The new year got off to a litigious start as the audio industry's seemingly endless battle against the gray market continued with a pair of federal lawsuits.

On January 5, Parasound Products, Inc. and McIntosh Laboratory, Inc. filed suit against a host of alleged unauthorized resellers in US District Court for Northern California. The suits pit the plaintiffs against several New Jersey– and New York–based retailers and websites accused of unauthorized trading in the companies' products.

Included in the list of defendants in one filing are, Craftwood Custom Home Theater, and one individual, Mark Herman. The other list includes as principal defendants Uncle's Stereo of New York and New Jersey, and several business all operating out of the same address in Carteret, NJ: Downtown Audio LLC; Home Theater by the Sea, Inc.;; NY Wholesale AudioVideo; Reliable AudioVideo; and four individuals—Vivek Prabhakar, Carlos De Silva, Nathaniel Gurien, and Andrew Kent, also known as "Andrew Katz." They are accused of trademark infringement and "unlawful, unfair, and fraudulent business acts and practices" in violation of "common law rights" as well as of a federal unauthorized trademark use statute called the Lanham Act and several provisions in the California Business and Professional Code. Unauthorized resale of trademarked products is likely to cause "confusion, deception, and mistake among members of the public and the trade," the lawsuits claim.

Defendants displayed pictures of trademarked goods on their websites, and were repeatedly warned in writing by plaintiffs' attorneys to cease and desist, according to the briefs. The defendants allegedly complied briefly after receiving written warnings, only to repost offerings of McIntosh and Parasound products a few weeks later. San Francisco–based Parasound and Binghamton, NY–based McIntosh are seeking an injunction to end the unauthorized reselling and recompense for damage. San Francisco law firm Smith Reed LLP represents the plaintiffs.

Manufacturers spend an enormous amount of time and money building solid dealer networks and training sales people and installers. These efforts are undermined by a few unscrupulous characters in the distribution chain who divert goods to inappropriate channels. The manufacturers then have to waste time and money with detective work and legal action to correct the problem. A few months ago, during a short visit I had with him in his San Francisco office, Parasound president Richard Schram (shown above at CES holding his copy of the suit) showed me some of the results of such detective work: photos posted by a fly-by-night dealer. Some of them were Parasound products on display shelves; others were boxed goods in a warehouse. "We think we know where these pictures were taken," Schram mentioned at the time.

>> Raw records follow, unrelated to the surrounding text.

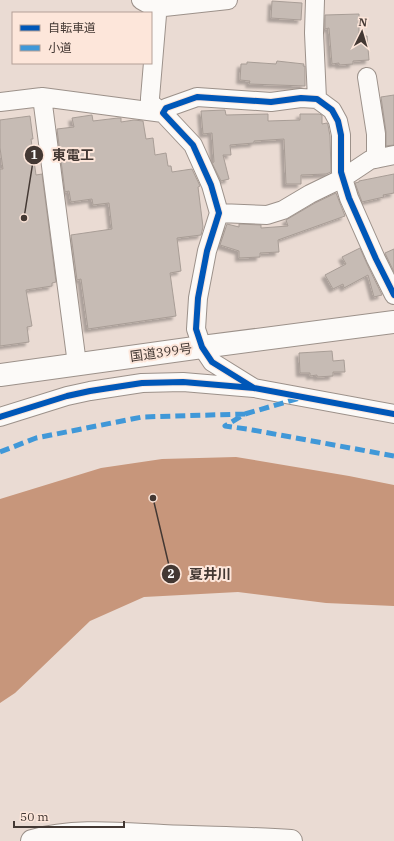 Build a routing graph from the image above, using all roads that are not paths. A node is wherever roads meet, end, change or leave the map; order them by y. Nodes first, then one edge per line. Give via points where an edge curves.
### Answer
1 (228, 0) edge
2 (315, 0) edge
3 (148, 4) edge
4 (367, 77) dead end
5 (42, 97) junction
6 (317, 99) junction
7 (0, 102) edge
8 (163, 113) junction
9 (394, 155) edge
10 (376, 159) junction
11 (344, 178) junction
12 (218, 214) junction
13 (394, 295) edge
14 (394, 322) edge
15 (202, 347) junction
16 (77, 364) junction
17 (0, 375) edge
18 (254, 388) junction
19 (394, 414) edge
20 (0, 417) edge
21 (74, 838) edge
22 (105, 838) edge
23 (134, 838) edge
24 (32, 841) edge
25 (291, 841) edge

1 - 3 street
2 - 6 street
3 - 8 street via 157,15 150,103
4 - 10 street via 376,134
5 - 7 street
5 - 8 street
5 - 16 street
6 - 8 street via 301,98 271,102 197,97 166,108
6 - 11 street via 332,110 338,121 341,136 341,172
8 - 12 street via 193,145 211,185
9 - 10 street
10 - 11 street via 370,160
11 - 12 street via 283,210 267,215
11 - 13 street via 349,198
12 - 15 street via 207,251 198,298 196,329
14 - 15 main road, 国道399号
15 - 16 main road, 国道399号
15 - 18 street via 212,362
16 - 17 main road, 国道399号
18 - 19 street
18 - 20 street via 183,382 142,383 67,396
21 - 22 main road
21 - 24 main road via 46,837
22 - 23 main road
23 - 25 main road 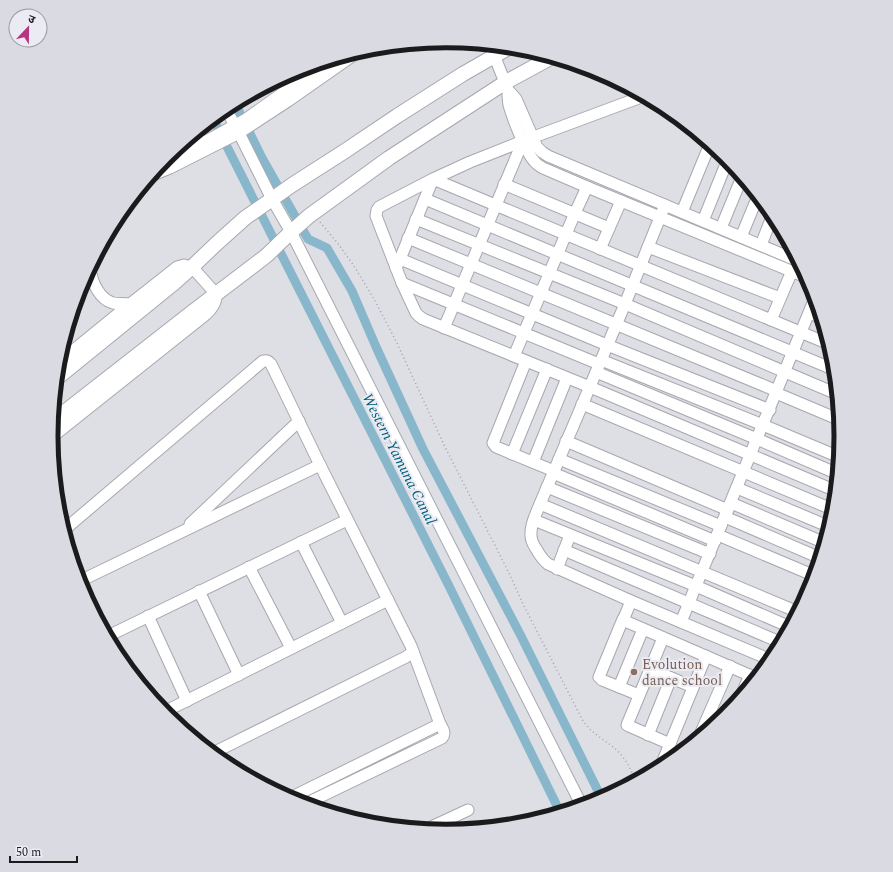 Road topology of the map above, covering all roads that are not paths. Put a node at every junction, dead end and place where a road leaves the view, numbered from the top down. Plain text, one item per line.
1 (492, 51) edge
2 (345, 61) edge
3 (546, 61) edge
4 (311, 73) edge
5 (507, 86) junction
6 (637, 98) edge
7 (229, 115) edge
8 (236, 130) junction
9 (527, 139) junction
10 (210, 143) junction
11 (708, 149) edge
12 (181, 154) edge
13 (725, 166) edge
14 (164, 170) edge
15 (433, 179) junction
16 (740, 182) edge
17 (504, 184) junction
18 (587, 187) junction
19 (273, 198) junction
20 (425, 199) junction
21 (621, 201) junction
22 (756, 202) edge
23 (496, 205) junction
24 (665, 205) junction
25 (682, 212) junction
26 (575, 214) junction
27 (660, 217) junction
28 (416, 219) junction
29 (702, 220) junction
30 (770, 222) edge
31 (487, 224) junction
32 (609, 228) junction
33 (721, 228) junction
34 (292, 231) junction
35 (566, 234) junction
36 (741, 237) junction
37 (408, 238) junction
38 (479, 244) junction
39 (761, 245) junction
40 (648, 247) junction
41 (600, 248) junction
42 (558, 254) junction
43 (790, 257) edge
44 (398, 263) junction
45 (470, 264) junction
46 (641, 265) junction
47 (192, 267) junction
48 (792, 271) junction
49 (550, 273) junction
50 (799, 274) edge
51 (92, 279) edge
52 (402, 283) junction
53 (462, 285) junction
54 (632, 285) junction
55 (216, 294) junction
56 (541, 294) junction
57 (780, 298) junction
58 (130, 304) junction
59 (454, 304) junction
60 (625, 304) junction
61 (812, 307) edge
62 (810, 313) junction
63 (532, 314) junction
64 (815, 315) edge
65 (771, 320) junction
66 (616, 325) junction
67 (444, 328) junction
68 (802, 332) junction
69 (524, 333) junction
70 (822, 341) edge
71 (607, 345) junction
72 (793, 352) junction
73 (67, 355) edge
74 (514, 356) junction
75 (526, 361) junction
76 (599, 366) junction
77 (828, 367) edge
78 (547, 369) junction
79 (64, 372) edge
80 (785, 372) junction
81 (567, 378) junction
82 (590, 387) junction
83 (777, 392) junction
84 (832, 392) edge
85 (582, 404) junction
86 (770, 410) junction
87 (59, 416) edge
88 (834, 417) edge
89 (299, 421) junction
90 (763, 425) junction
91 (58, 432) edge
92 (757, 439) junction
93 (566, 442) junction
94 (512, 454) junction
95 (751, 454) junction
96 (834, 455) edge
97 (559, 459) junction
98 (533, 462) junction
99 (320, 465) junction
100 (553, 472) junction
101 (744, 472) junction
102 (833, 472) edge
103 (547, 487) junction
104 (737, 488) junction
105 (831, 489) edge
106 (540, 504) junction
107 (828, 507) edge
108 (347, 520) junction
109 (534, 520) junction
110 (723, 522) junction
111 (824, 524) edge
112 (69, 525) edge
113 (181, 532) junction
114 (570, 535) junction
115 (301, 542) junction
116 (819, 542) edge
117 (564, 550) junction
118 (710, 554) junction
119 (815, 556) edge
120 (249, 567) junction
121 (557, 569) junction
122 (702, 572) junction
123 (809, 573) edge
124 (86, 578) edge
125 (696, 586) junction
126 (199, 591) junction
127 (388, 600) junction
128 (631, 601) junction
129 (689, 604) junction
130 (793, 610) edge
131 (148, 616) junction
132 (623, 619) junction
133 (681, 622) junction
134 (342, 623) junction
135 (786, 624) edge
136 (643, 629) junction
137 (112, 634) edge
138 (663, 638) junction
139 (776, 641) edge
140 (291, 648) junction
141 (413, 652) junction
142 (706, 656) junction
143 (765, 657) edge
144 (730, 666) junction
145 (650, 669) junction
146 (239, 675) junction
147 (751, 676) edge
148 (671, 678) junction
149 (619, 687) junction
150 (693, 687) junction
151 (639, 695) junction
152 (188, 700) junction
153 (171, 709) edge
154 (440, 724) junction
155 (704, 726) edge
156 (648, 735) junction
157 (670, 744) junction
158 (219, 750) edge
159 (664, 757) edge
160 (298, 794) edge
161 (314, 800) edge
162 (579, 800) edge
163 (468, 810) dead end
164 (438, 824) edge

1 - 5 street
1 - 19 main road
2 - 8 street
3 - 5 main road
4 - 8 street
5 - 9 street
5 - 34 main road
6 - 9 street
7 - 8 street
8 - 10 street
8 - 19 street
9 - 15 street
9 - 17 street
9 - 18 street
9 - 24 street
10 - 12 street
10 - 14 street
11 - 25 street
13 - 29 street
15 - 20 street
15 - 23 street
15 - 44 street
16 - 33 street
17 - 23 street
17 - 26 street
18 - 21 street
18 - 26 street
19 - 34 street
19 - 47 main road
20 - 28 street
20 - 31 street
21 - 27 street
21 - 32 street
22 - 36 street
23 - 31 street
23 - 35 street
24 - 25 street
24 - 27 street
25 - 29 street
26 - 32 street
26 - 35 street
27 - 40 street
27 - 48 street
28 - 37 street
28 - 38 street
29 - 33 street
30 - 39 street
31 - 38 street
31 - 42 street
32 - 41 street
33 - 36 street
34 - 55 main road
34 - 162 street
35 - 41 street
35 - 42 street
36 - 39 street
37 - 44 street
37 - 45 street
38 - 45 street
38 - 49 street
39 - 43 street
40 - 46 street
40 - 57 street
41 - 46 street
42 - 49 street
42 - 54 street
44 - 52 street
44 - 53 street
45 - 53 street
45 - 56 street
46 - 54 street
46 - 65 street
47 - 55 street
47 - 58 street
47 - 79 main road
48 - 50 street
48 - 57 street
49 - 56 street
49 - 60 street
51 - 58 street
52 - 59 street
52 - 67 street
53 - 59 street
53 - 63 street
54 - 60 street
54 - 72 street
55 - 87 main road
55 - 91 street
56 - 63 street
56 - 66 street
57 - 65 street
58 - 73 street
59 - 67 street
59 - 69 street
60 - 66 street
60 - 80 street
61 - 62 street
62 - 64 street
62 - 68 street
63 - 69 street
63 - 71 street
65 - 68 street
66 - 71 street
66 - 83 street
67 - 74 street
68 - 70 street
68 - 72 street
69 - 74 street
69 - 76 street
71 - 76 street
71 - 86 street
72 - 77 street
72 - 80 street
74 - 75 street
75 - 78 street
75 - 94 street
76 - 82 street
76 - 90 street
76 - 92 street
78 - 81 street
78 - 94 street
80 - 83 street
80 - 84 street
81 - 82 street
81 - 98 street
82 - 85 street
82 - 95 street
83 - 86 street
83 - 88 street
85 - 93 street
85 - 101 street
86 - 90 street
89 - 99 street
89 - 112 street
89 - 113 street
90 - 92 street
90 - 96 street
92 - 95 street
92 - 102 street
93 - 97 street
93 - 110 street
94 - 98 street
95 - 101 street
95 - 105 street
97 - 100 street
97 - 110 street
98 - 100 street
99 - 108 street
99 - 113 street
100 - 103 street
100 - 110 street
101 - 104 street
101 - 107 street
103 - 106 street
103 - 118 street
104 - 110 street
104 - 111 street
106 - 109 street
106 - 122 street
108 - 115 street
108 - 127 street
109 - 114 street
109 - 121 street
110 - 116 street
110 - 118 street
110 - 119 street
110 - 123 street
113 - 124 street
114 - 117 street
114 - 125 street
115 - 120 street
115 - 134 street
117 - 121 street
117 - 129 street
118 - 122 street
120 - 126 street
120 - 140 street
121 - 128 street
122 - 125 street
122 - 130 street
125 - 129 street
125 - 135 street
126 - 131 street
126 - 146 street
127 - 134 street
127 - 141 street
128 - 132 street
128 - 133 street
129 - 133 street
129 - 139 street
131 - 137 street
131 - 152 street
132 - 136 street
132 - 149 street
133 - 143 street
134 - 140 street
136 - 138 street
136 - 149 street
138 - 142 street
138 - 145 street
140 - 146 street
141 - 154 street
141 - 158 street
142 - 144 street
142 - 150 street
144 - 147 street
144 - 155 street
145 - 148 street
145 - 151 street
146 - 152 street
148 - 150 street
148 - 156 street
149 - 151 street
150 - 157 street
151 - 156 street
152 - 153 street
154 - 160 street
154 - 161 street
156 - 157 street
157 - 159 street
163 - 164 street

The McIntosh/Parasound case is one of many that have been launched against unauthorized Internet dealers. A year prior to this filing, Klipsch Audio Technologies launched one of its own against five online dealers. That case was settled last April. One of the dealers went out of business within two weeks of the lawsuit's filing; the others dropped Klipsch products from their lineups. McIntosh and Parasound hope for similar results, in addition to discouraging other quick-buck artists.